# Winter cleaning projects



## redbug (Nov 30, 2007)

Here is a tip to get your old cork handles looking new 
try the MR CLEAN MAGIC ERASER it will take the years of grim and gunk off the cork handle for you.


----------



## Jim (Nov 30, 2007)

Cool! I will give it a try.


----------



## mr.fish (Dec 1, 2007)

I use 409. That stuff cleans up dirty cork handles well. Make it looks like new.


----------



## Derek777 (Jan 26, 2008)

good ideas, ill give them a try. 
a hint id use for keeping your rods usltra sexy and protected is that eagle one wash n wax. works great, goe son clear, stays clear, and give your rod a nice shine. pldge works good too, but the thin layer of wax i think protects better.


----------



## Captain Ahab (Jan 27, 2008)

Good Tips, thanks


----------



## Derek777 (Jan 27, 2008)

esquired said:


> You guys need to go fishing instead of stroking and cleaning your rods. Dirty rods means you actually catch fish, sheesh!
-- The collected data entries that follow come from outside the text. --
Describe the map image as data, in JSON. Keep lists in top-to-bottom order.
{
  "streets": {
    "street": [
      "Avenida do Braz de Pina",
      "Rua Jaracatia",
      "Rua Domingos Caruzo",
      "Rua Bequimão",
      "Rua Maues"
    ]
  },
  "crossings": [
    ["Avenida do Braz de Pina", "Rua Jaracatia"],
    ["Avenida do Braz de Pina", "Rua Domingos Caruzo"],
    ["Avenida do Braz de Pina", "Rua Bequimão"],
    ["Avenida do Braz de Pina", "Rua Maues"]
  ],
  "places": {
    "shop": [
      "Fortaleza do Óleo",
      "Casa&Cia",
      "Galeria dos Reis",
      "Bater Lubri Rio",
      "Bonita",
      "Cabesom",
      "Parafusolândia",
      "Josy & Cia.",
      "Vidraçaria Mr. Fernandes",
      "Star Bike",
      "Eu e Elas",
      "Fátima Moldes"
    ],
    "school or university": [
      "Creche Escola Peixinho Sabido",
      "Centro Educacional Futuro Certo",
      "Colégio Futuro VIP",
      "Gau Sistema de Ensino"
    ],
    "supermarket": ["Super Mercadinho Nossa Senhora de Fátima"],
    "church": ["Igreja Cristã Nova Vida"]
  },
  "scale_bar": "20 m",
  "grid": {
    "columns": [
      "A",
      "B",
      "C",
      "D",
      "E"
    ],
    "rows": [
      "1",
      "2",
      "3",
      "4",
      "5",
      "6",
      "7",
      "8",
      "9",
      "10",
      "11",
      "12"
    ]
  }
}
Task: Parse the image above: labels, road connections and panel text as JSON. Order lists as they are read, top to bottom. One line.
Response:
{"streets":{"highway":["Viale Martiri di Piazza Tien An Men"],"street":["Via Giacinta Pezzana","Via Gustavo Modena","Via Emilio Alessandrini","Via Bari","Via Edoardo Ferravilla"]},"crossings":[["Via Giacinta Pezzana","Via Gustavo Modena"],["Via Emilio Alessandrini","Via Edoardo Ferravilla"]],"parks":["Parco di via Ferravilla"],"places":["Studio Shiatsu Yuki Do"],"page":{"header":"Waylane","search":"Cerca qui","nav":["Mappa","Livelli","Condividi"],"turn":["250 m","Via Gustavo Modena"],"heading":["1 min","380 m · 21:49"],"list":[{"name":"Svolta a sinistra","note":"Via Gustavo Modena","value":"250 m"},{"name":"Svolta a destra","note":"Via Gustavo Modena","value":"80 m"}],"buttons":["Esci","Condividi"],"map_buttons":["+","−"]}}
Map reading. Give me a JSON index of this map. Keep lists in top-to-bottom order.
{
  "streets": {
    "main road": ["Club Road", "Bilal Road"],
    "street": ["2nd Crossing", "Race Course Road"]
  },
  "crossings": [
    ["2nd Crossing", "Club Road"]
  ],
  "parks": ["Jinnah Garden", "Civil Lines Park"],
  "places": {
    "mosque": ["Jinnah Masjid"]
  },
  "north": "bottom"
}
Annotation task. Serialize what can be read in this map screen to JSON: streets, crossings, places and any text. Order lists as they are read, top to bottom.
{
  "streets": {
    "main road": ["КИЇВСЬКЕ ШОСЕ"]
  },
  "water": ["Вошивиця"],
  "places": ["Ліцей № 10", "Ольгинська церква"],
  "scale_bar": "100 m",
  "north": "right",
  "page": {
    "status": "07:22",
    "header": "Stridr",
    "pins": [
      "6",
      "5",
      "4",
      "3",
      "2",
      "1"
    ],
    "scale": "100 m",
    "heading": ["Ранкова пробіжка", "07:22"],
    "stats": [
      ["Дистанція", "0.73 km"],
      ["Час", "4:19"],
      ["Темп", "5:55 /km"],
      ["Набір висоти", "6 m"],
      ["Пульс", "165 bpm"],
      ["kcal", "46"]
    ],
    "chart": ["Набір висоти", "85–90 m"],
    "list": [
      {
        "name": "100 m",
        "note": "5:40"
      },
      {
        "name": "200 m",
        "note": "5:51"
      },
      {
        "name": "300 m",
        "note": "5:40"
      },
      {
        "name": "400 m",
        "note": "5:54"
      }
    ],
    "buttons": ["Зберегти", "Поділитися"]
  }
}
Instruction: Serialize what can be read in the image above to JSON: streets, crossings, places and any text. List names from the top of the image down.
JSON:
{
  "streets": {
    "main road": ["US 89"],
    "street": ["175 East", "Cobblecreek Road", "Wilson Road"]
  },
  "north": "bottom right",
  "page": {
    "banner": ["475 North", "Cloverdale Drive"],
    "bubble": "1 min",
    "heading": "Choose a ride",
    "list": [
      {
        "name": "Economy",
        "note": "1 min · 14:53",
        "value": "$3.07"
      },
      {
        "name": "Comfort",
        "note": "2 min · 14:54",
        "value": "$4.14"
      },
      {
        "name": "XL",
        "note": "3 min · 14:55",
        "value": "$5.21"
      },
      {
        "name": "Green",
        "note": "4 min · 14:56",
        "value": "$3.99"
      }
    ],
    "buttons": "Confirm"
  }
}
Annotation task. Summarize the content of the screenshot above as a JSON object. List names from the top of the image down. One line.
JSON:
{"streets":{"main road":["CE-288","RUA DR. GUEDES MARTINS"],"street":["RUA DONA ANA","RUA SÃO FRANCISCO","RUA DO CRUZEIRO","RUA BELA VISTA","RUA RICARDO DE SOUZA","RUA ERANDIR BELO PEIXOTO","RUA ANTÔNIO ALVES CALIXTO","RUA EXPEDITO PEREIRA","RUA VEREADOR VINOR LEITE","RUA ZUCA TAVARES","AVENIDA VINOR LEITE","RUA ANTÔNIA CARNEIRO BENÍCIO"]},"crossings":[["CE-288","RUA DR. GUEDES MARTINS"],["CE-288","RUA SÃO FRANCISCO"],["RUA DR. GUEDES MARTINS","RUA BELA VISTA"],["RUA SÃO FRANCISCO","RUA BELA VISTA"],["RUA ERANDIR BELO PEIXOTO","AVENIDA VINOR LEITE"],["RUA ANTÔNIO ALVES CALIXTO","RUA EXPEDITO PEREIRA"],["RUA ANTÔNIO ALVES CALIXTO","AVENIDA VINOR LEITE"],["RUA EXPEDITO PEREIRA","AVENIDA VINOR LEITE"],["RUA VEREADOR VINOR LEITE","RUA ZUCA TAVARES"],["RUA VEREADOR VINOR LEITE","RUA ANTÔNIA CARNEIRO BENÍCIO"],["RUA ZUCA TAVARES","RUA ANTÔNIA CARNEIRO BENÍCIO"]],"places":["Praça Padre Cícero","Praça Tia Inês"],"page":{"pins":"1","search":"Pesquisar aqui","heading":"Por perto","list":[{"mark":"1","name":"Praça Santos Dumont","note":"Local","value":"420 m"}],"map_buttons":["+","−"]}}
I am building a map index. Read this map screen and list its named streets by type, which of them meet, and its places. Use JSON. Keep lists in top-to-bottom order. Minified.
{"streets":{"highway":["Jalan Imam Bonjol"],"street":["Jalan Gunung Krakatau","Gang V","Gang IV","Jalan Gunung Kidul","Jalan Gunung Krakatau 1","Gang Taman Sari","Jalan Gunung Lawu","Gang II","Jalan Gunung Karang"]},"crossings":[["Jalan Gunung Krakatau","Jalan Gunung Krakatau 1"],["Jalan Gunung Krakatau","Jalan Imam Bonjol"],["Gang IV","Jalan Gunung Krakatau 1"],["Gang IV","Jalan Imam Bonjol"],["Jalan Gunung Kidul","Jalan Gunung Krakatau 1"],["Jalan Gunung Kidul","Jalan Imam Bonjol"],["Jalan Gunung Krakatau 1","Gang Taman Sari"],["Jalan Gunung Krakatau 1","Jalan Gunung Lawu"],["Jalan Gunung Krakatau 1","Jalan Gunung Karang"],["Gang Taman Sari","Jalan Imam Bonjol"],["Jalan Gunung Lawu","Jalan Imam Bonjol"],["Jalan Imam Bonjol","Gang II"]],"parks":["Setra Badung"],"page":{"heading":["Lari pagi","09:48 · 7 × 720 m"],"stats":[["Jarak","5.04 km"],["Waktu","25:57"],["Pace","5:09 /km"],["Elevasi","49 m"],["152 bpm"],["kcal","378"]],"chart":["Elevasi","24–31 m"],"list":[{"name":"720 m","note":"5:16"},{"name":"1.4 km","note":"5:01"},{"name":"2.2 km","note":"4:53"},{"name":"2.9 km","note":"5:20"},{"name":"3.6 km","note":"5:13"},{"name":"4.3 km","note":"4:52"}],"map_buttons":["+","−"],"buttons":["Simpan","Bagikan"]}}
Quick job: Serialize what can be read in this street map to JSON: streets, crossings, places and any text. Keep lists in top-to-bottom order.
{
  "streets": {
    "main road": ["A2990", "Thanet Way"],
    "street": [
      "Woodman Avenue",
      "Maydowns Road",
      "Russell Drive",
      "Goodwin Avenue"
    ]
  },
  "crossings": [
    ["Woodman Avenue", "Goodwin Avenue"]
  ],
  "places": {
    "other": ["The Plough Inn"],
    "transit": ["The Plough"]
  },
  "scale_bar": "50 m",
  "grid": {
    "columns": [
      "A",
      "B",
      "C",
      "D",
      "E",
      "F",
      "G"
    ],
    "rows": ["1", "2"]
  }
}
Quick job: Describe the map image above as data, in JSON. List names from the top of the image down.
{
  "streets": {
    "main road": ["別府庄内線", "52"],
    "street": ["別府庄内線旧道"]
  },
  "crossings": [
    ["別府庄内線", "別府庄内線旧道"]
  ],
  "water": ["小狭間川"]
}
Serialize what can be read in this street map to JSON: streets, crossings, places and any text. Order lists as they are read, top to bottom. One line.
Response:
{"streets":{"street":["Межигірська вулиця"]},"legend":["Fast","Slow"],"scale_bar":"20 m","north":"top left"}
hehe dont you have some tips to replace? :lol: 
besides, like i always say, a clean tool is a happy tool, and a clean rod is a happy rod for sure!


----------



## Captain Ahab (Jan 27, 2008)

Derek777 said:


> esquired said:
> 
> 
> > You guys need to go fishing instead of stroking and cleaning your rods. Dirty rods means you actually catch fish, sheesh!
> ...



Thanks - great stuff here


----------



## redbug (Jan 27, 2008)

Derek777 said:


> esquired said:
> 
> 
> > You guys need to go fishing instead of stroking and cleaning your rods. Dirty rods means you actually catch fish, sheesh!
> ...


I think I remember that from health class...

lol


Wayne


----------



## Waterwings (Jan 27, 2008)

redbug said:


> Derek777 said:
> 
> 
> > esquired said:
> ...



Lol! :lol:


----------



## ACarbone624 (Jan 27, 2008)

What do you do when the cork starts falling off? I have an older rod that I used to use a lot and now the cork is coming off. Should I wrap it with something?


----------



## shamoo (Jan 27, 2008)

Mr. ACarbone, i did a double take on that there little critter running around 8-[


----------



## ACarbone624 (Jan 27, 2008)

yeah that critter got me too the first time...I figured I would try it on you guys here. :lol:


----------